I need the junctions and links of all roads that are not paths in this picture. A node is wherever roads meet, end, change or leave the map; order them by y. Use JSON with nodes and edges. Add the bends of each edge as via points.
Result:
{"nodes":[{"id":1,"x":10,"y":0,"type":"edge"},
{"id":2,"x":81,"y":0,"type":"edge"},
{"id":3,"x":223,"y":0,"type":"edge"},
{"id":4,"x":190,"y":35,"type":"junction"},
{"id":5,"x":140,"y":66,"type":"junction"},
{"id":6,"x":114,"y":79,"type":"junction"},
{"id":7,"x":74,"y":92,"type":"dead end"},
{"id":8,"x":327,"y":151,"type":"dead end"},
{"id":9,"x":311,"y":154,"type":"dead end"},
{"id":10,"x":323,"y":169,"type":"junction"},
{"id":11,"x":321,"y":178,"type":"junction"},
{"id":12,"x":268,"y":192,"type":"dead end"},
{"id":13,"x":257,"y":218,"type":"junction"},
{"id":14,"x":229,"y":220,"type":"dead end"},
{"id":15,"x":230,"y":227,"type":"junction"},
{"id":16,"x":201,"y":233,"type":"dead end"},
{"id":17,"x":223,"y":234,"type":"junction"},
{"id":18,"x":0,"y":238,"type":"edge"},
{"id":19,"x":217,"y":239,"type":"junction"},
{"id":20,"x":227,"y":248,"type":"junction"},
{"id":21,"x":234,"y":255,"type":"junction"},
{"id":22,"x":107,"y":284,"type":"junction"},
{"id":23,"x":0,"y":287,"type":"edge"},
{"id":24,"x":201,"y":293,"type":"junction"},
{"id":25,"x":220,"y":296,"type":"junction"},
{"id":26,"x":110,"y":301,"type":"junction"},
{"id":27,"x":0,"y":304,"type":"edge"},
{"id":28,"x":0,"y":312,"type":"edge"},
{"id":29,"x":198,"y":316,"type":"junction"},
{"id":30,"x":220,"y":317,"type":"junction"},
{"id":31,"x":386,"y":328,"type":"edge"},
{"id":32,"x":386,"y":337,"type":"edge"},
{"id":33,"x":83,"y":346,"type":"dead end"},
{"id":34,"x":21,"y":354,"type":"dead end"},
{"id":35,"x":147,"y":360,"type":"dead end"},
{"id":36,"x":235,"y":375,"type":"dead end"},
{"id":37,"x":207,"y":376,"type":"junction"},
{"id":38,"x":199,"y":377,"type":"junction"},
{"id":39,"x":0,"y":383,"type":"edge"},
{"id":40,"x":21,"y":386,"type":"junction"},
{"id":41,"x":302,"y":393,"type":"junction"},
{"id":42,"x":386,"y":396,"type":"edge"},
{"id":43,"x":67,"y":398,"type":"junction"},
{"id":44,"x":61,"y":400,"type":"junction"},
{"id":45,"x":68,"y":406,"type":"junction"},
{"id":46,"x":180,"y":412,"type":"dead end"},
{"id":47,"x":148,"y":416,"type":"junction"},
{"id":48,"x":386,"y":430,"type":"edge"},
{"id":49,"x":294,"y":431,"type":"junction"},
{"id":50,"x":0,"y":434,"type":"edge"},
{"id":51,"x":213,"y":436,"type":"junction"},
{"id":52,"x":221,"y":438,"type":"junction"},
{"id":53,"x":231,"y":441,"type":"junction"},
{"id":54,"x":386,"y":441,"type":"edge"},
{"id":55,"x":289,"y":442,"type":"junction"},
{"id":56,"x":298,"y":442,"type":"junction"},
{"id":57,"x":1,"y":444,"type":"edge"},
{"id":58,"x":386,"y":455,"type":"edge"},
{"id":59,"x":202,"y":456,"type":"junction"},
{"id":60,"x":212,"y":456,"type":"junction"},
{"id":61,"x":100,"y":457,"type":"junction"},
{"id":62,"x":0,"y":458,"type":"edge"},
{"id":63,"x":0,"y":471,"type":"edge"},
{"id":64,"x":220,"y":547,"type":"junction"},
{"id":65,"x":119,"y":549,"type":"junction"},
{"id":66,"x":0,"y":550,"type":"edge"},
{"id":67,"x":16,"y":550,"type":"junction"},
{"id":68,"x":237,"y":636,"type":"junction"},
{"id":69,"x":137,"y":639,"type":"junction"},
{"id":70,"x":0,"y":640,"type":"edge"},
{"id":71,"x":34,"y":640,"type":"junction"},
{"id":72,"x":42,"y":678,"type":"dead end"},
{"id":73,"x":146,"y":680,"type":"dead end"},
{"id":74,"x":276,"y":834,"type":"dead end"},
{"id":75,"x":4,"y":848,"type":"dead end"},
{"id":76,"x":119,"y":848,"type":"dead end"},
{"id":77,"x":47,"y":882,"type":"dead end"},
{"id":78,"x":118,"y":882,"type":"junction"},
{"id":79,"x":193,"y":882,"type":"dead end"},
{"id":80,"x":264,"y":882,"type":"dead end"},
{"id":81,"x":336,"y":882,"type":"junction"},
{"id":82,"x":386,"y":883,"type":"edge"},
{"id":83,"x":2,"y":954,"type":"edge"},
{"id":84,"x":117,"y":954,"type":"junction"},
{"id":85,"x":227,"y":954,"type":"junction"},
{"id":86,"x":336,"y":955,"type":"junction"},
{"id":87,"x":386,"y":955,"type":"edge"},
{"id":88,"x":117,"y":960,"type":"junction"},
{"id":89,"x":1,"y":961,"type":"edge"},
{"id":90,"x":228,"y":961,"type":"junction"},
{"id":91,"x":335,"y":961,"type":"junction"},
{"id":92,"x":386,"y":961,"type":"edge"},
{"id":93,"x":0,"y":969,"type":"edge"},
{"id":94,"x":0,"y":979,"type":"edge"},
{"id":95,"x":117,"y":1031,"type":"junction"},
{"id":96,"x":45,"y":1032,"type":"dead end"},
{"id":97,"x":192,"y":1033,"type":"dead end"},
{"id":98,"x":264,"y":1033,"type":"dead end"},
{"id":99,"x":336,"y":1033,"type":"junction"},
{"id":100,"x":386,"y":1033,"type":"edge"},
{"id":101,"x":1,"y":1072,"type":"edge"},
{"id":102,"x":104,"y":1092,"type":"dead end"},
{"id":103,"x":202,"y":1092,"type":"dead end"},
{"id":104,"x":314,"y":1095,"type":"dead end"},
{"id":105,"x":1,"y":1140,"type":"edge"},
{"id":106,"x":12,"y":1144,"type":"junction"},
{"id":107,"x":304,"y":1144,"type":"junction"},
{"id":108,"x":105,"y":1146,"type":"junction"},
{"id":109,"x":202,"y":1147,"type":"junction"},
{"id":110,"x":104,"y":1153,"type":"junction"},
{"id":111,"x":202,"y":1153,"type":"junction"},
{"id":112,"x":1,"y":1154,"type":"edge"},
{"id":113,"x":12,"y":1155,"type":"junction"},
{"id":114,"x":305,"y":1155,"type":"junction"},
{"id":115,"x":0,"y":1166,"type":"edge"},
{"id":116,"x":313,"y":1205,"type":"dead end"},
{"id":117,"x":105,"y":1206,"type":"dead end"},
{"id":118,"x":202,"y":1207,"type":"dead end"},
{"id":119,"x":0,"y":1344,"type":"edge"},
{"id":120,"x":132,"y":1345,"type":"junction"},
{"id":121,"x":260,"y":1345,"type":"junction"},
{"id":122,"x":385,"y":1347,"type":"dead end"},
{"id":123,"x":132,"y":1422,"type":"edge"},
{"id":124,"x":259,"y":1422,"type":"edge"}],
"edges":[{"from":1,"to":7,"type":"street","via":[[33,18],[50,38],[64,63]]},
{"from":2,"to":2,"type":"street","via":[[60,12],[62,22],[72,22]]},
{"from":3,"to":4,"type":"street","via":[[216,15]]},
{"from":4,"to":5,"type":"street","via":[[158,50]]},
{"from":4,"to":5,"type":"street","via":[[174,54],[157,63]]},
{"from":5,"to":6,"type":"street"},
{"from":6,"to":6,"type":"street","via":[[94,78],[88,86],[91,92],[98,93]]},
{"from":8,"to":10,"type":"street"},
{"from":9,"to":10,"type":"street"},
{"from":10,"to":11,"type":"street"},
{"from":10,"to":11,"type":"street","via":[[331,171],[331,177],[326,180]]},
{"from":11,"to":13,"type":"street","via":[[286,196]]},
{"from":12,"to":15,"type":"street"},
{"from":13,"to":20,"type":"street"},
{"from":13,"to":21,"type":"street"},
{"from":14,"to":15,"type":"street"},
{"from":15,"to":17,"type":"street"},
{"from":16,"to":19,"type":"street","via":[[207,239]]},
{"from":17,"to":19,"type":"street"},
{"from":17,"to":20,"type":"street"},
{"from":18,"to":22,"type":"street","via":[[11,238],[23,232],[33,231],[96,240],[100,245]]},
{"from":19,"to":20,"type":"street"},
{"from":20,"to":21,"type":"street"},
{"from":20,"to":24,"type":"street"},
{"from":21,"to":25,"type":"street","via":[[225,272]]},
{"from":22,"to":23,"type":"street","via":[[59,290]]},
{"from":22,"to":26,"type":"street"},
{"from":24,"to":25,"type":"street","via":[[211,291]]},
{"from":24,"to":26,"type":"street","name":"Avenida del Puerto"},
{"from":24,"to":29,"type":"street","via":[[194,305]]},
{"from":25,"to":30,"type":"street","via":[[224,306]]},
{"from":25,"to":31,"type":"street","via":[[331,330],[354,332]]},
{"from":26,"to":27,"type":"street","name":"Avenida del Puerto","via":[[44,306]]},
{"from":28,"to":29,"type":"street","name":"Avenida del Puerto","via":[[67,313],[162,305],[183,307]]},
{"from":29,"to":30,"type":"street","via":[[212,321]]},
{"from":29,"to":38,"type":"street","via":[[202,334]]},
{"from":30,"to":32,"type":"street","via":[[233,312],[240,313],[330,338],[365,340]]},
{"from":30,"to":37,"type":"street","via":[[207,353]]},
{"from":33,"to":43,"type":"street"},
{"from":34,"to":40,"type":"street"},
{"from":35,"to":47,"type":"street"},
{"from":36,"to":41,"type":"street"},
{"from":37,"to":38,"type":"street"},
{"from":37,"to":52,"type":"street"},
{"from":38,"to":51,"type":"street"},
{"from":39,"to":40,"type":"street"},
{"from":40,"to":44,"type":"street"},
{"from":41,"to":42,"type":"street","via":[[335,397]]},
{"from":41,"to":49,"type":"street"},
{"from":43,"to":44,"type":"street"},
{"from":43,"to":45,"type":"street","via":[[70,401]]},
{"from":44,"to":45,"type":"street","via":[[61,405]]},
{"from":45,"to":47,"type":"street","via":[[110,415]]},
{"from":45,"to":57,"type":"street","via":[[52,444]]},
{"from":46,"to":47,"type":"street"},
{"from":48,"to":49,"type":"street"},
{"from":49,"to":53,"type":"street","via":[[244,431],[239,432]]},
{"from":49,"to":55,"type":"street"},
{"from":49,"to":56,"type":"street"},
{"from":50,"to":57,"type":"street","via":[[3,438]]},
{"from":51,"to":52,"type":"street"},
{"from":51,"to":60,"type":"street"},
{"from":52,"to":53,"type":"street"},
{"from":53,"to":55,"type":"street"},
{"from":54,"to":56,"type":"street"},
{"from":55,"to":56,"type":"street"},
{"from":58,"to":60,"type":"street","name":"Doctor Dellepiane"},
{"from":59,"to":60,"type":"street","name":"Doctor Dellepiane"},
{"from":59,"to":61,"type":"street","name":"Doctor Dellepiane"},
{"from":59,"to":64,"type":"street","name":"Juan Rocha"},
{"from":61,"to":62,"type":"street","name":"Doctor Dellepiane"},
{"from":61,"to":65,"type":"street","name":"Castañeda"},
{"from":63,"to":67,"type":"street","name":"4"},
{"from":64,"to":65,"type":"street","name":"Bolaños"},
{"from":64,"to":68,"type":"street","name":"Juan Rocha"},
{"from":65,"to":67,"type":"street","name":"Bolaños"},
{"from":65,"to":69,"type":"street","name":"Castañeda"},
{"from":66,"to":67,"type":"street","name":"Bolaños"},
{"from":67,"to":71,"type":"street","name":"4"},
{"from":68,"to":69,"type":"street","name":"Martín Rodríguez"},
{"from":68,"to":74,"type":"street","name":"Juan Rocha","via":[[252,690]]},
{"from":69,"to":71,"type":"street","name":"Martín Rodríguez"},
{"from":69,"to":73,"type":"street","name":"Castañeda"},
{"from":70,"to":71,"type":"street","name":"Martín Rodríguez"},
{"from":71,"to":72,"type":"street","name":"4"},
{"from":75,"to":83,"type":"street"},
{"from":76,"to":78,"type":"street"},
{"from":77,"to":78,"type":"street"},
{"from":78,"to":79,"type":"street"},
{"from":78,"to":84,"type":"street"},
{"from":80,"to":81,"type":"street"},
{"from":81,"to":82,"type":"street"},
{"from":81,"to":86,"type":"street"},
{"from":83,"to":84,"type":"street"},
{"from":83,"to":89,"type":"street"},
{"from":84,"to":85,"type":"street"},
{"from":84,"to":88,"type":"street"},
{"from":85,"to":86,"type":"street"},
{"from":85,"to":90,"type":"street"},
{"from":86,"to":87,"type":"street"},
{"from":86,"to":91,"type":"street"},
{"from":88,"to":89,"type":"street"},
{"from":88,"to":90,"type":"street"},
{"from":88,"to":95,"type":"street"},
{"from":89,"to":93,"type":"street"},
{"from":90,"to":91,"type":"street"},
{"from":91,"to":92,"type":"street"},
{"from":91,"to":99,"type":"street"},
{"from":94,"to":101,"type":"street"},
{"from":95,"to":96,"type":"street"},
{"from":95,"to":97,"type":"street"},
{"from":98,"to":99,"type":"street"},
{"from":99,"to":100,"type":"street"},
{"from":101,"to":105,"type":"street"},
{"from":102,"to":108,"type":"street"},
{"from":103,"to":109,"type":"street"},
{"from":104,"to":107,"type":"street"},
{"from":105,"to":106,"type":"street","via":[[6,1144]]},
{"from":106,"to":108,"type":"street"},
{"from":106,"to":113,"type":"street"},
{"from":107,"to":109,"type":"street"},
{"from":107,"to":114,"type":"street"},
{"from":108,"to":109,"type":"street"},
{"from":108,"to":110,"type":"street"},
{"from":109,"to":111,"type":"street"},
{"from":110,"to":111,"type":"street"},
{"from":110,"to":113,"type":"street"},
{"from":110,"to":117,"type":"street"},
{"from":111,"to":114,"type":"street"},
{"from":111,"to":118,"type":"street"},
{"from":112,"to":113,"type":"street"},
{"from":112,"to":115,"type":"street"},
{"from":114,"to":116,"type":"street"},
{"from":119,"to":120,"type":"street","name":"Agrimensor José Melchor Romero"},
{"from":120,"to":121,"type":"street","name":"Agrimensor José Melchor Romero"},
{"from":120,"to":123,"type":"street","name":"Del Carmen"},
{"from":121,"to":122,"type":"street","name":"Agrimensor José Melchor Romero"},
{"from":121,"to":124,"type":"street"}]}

**What the task requires:** Find every line in the records above that contains the word "Rocha", and copy each one.

**Output below:**
{"from":59,"to":64,"type":"street","name":"Juan Rocha"},
{"from":64,"to":68,"type":"street","name":"Juan Rocha"},
{"from":68,"to":74,"type":"street","name":"Juan Rocha","via":[[252,690]]},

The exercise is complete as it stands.